Exercise goal: Write out all the entries word for word, but skip any images.

Stored items:
"""

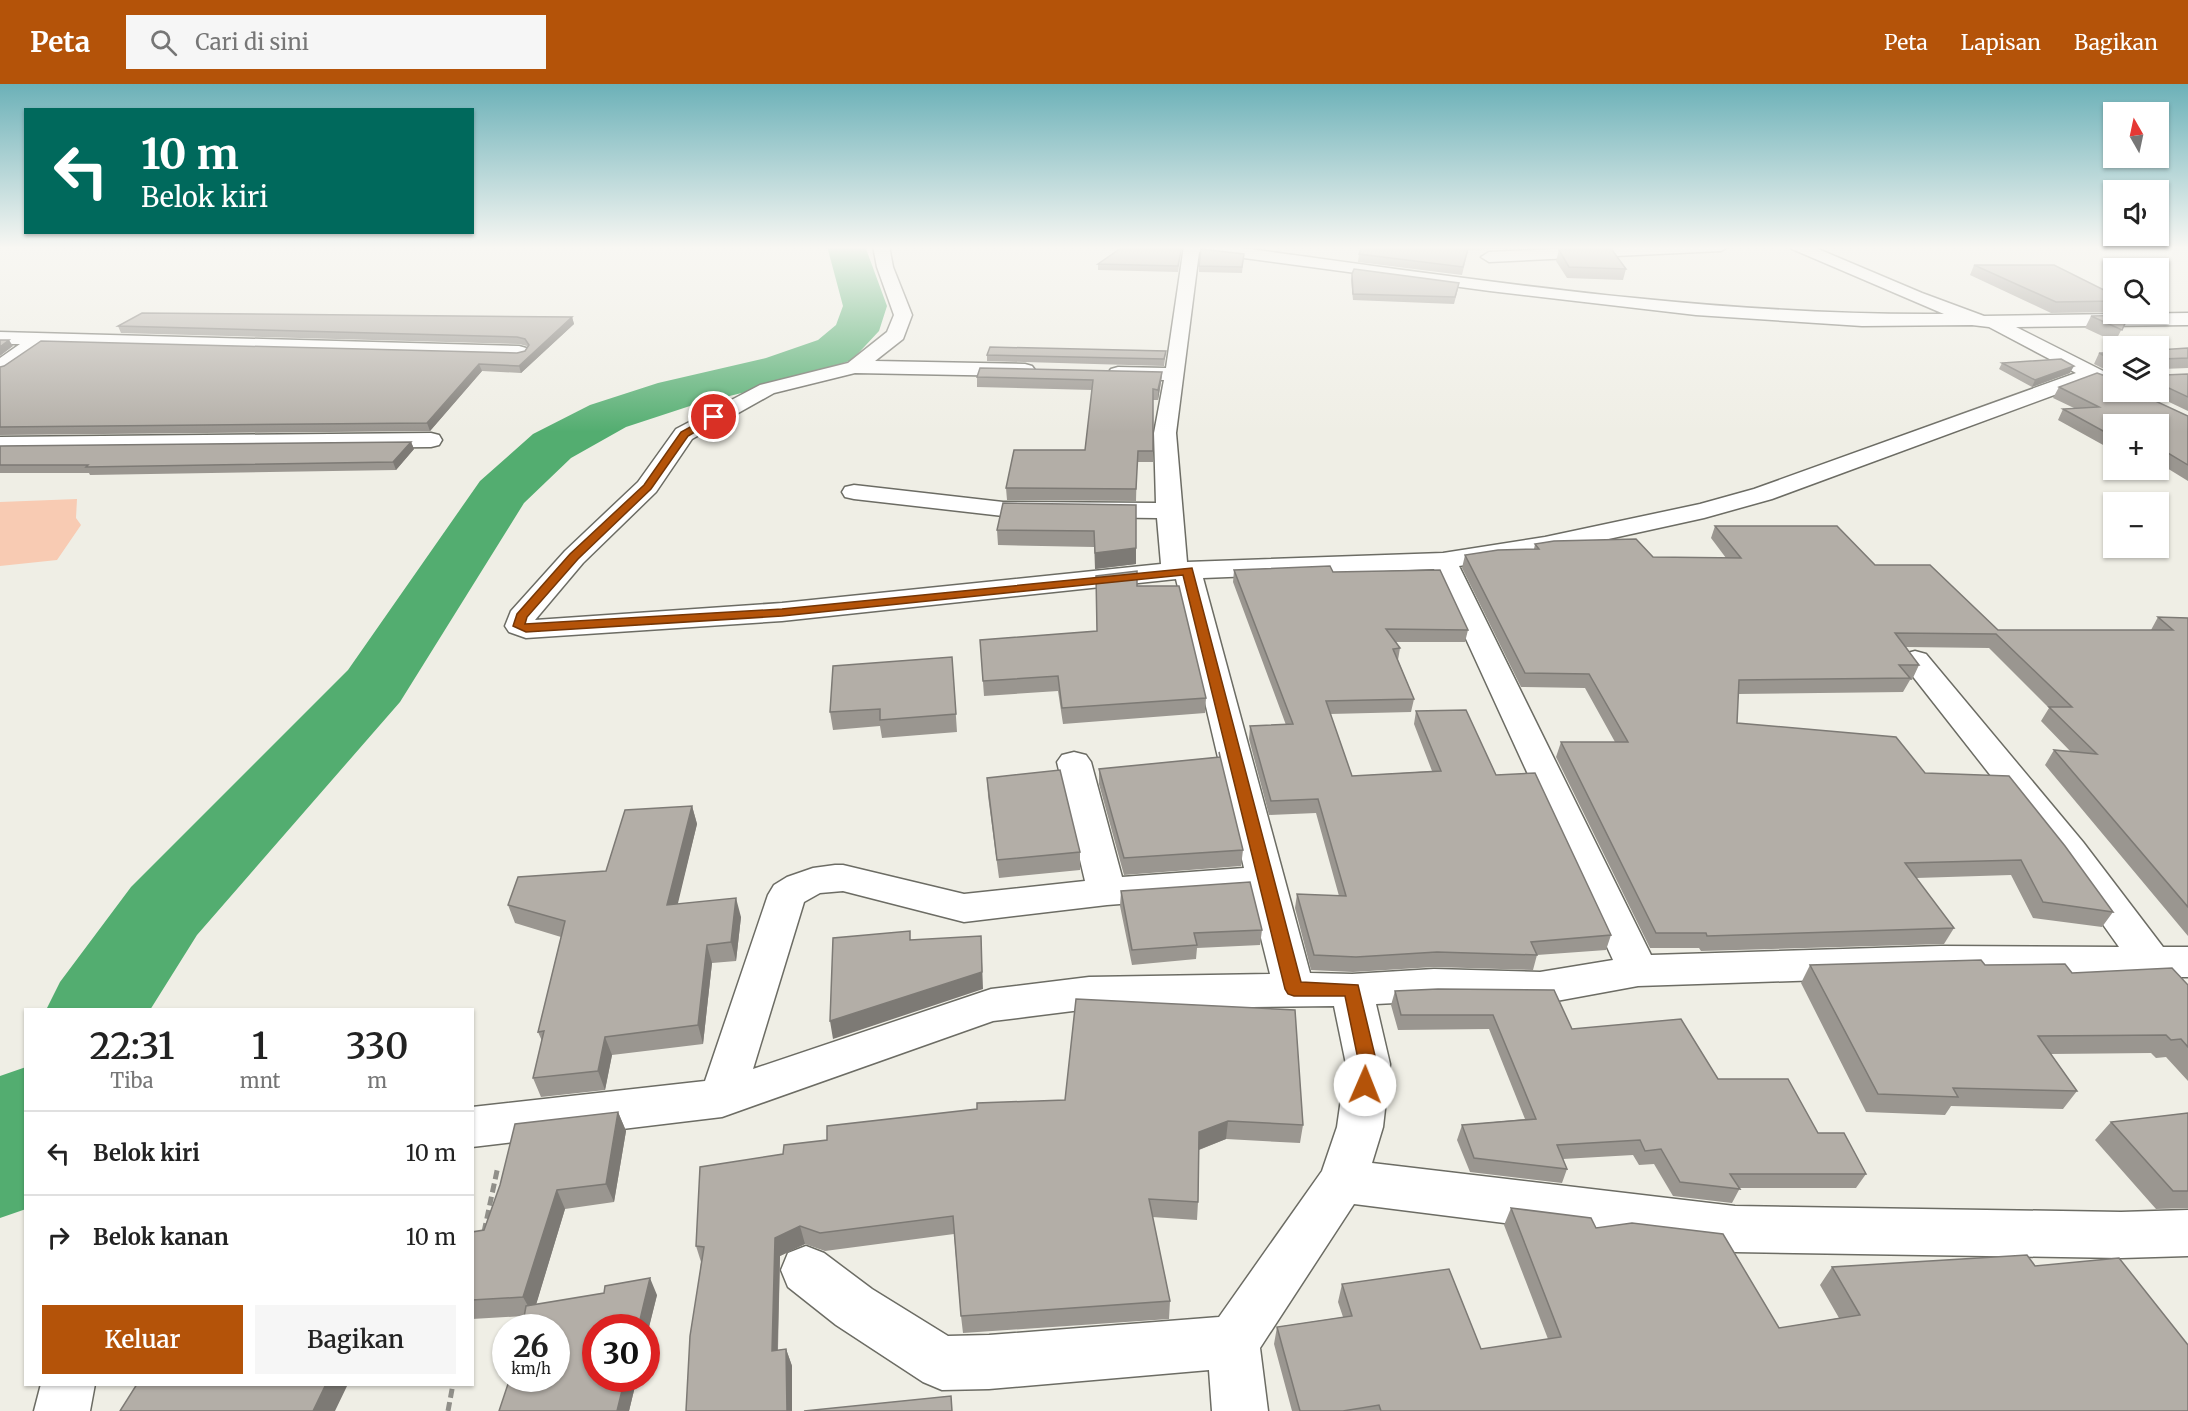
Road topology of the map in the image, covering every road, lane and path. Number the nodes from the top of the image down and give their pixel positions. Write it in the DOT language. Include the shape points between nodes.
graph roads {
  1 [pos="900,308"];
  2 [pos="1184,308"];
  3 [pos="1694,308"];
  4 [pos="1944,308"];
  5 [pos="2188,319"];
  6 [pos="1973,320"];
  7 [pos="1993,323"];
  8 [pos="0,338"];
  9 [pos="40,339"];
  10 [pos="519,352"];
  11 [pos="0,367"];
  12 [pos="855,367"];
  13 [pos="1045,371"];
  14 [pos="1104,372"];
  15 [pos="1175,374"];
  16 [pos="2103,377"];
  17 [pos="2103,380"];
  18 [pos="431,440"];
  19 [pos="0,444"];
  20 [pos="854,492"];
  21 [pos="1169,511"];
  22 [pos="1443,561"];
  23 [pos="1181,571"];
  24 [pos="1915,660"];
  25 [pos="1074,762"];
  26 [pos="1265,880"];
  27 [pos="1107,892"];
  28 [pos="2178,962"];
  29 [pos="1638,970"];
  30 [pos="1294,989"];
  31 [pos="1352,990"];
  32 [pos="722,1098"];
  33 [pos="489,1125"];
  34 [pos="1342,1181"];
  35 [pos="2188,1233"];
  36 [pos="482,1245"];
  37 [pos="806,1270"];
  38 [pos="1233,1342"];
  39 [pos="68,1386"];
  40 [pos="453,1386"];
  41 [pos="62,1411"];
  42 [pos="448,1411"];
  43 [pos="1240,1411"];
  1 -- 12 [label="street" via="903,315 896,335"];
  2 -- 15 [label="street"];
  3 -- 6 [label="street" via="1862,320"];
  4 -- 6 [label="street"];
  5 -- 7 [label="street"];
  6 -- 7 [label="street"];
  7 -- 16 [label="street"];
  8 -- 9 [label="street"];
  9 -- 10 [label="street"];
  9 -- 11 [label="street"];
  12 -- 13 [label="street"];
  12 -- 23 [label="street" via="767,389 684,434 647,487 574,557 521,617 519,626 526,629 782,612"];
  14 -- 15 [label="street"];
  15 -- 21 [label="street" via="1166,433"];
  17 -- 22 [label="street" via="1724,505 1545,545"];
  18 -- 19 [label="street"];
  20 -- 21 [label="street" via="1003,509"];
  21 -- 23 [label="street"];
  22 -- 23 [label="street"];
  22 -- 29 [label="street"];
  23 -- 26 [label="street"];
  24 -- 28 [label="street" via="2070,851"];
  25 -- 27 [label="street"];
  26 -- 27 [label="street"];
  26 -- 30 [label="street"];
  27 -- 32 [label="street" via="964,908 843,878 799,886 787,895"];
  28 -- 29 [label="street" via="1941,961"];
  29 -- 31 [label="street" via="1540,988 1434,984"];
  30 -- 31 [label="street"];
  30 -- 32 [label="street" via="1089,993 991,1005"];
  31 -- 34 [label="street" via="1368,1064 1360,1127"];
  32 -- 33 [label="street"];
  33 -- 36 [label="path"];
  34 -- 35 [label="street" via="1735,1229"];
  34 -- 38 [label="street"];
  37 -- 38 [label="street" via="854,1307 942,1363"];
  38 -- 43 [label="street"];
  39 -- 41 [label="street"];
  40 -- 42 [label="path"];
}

"""

Problem solution:
Road topology of the map in the image, covering every road, lane and path. Number the nodes from the top of the image down and give their pixel positions. Write it in the DOT language. Include the shape points between nodes.
graph roads {
  1 [pos="900,308"];
  2 [pos="1184,308"];
  3 [pos="1694,308"];
  4 [pos="1944,308"];
  5 [pos="2188,319"];
  6 [pos="1973,320"];
  7 [pos="1993,323"];
  8 [pos="0,338"];
  9 [pos="40,339"];
  10 [pos="519,352"];
  11 [pos="0,367"];
  12 [pos="855,367"];
  13 [pos="1045,371"];
  14 [pos="1104,372"];
  15 [pos="1175,374"];
  16 [pos="2103,377"];
  17 [pos="2103,380"];
  18 [pos="431,440"];
  19 [pos="0,444"];
  20 [pos="854,492"];
  21 [pos="1169,511"];
  22 [pos="1443,561"];
  23 [pos="1181,571"];
  24 [pos="1915,660"];
  25 [pos="1074,762"];
  26 [pos="1265,880"];
  27 [pos="1107,892"];
  28 [pos="2178,962"];
  29 [pos="1638,970"];
  30 [pos="1294,989"];
  31 [pos="1352,990"];
  32 [pos="722,1098"];
  33 [pos="489,1125"];
  34 [pos="1342,1181"];
  35 [pos="2188,1233"];
  36 [pos="482,1245"];
  37 [pos="806,1270"];
  38 [pos="1233,1342"];
  39 [pos="68,1386"];
  40 [pos="453,1386"];
  41 [pos="62,1411"];
  42 [pos="448,1411"];
  43 [pos="1240,1411"];
  1 -- 12 [label="street" via="903,315 896,335"];
  2 -- 15 [label="street"];
  3 -- 6 [label="street" via="1862,320"];
  4 -- 6 [label="street"];
  5 -- 7 [label="street"];
  6 -- 7 [label="street"];
  7 -- 16 [label="street"];
  8 -- 9 [label="street"];
  9 -- 10 [label="street"];
  9 -- 11 [label="street"];
  12 -- 13 [label="street"];
  12 -- 23 [label="street" via="767,389 684,434 647,487 574,557 521,617 519,626 526,629 782,612"];
  14 -- 15 [label="street"];
  15 -- 21 [label="street" via="1166,433"];
  17 -- 22 [label="street" via="1724,505 1545,545"];
  18 -- 19 [label="street"];
  20 -- 21 [label="street" via="1003,509"];
  21 -- 23 [label="street"];
  22 -- 23 [label="street"];
  22 -- 29 [label="street"];
  23 -- 26 [label="street"];
  24 -- 28 [label="street" via="2070,851"];
  25 -- 27 [label="street"];
  26 -- 27 [label="street"];
  26 -- 30 [label="street"];
  27 -- 32 [label="street" via="964,908 843,878 799,886 787,895"];
  28 -- 29 [label="street" via="1941,961"];
  29 -- 31 [label="street" via="1540,988 1434,984"];
  30 -- 31 [label="street"];
  30 -- 32 [label="street" via="1089,993 991,1005"];
  31 -- 34 [label="street" via="1368,1064 1360,1127"];
  32 -- 33 [label="street"];
  33 -- 36 [label="path"];
  34 -- 35 [label="street" via="1735,1229"];
  34 -- 38 [label="street"];
  37 -- 38 [label="street" via="854,1307 942,1363"];
  38 -- 43 [label="street"];
  39 -- 41 [label="street"];
  40 -- 42 [label="path"];
}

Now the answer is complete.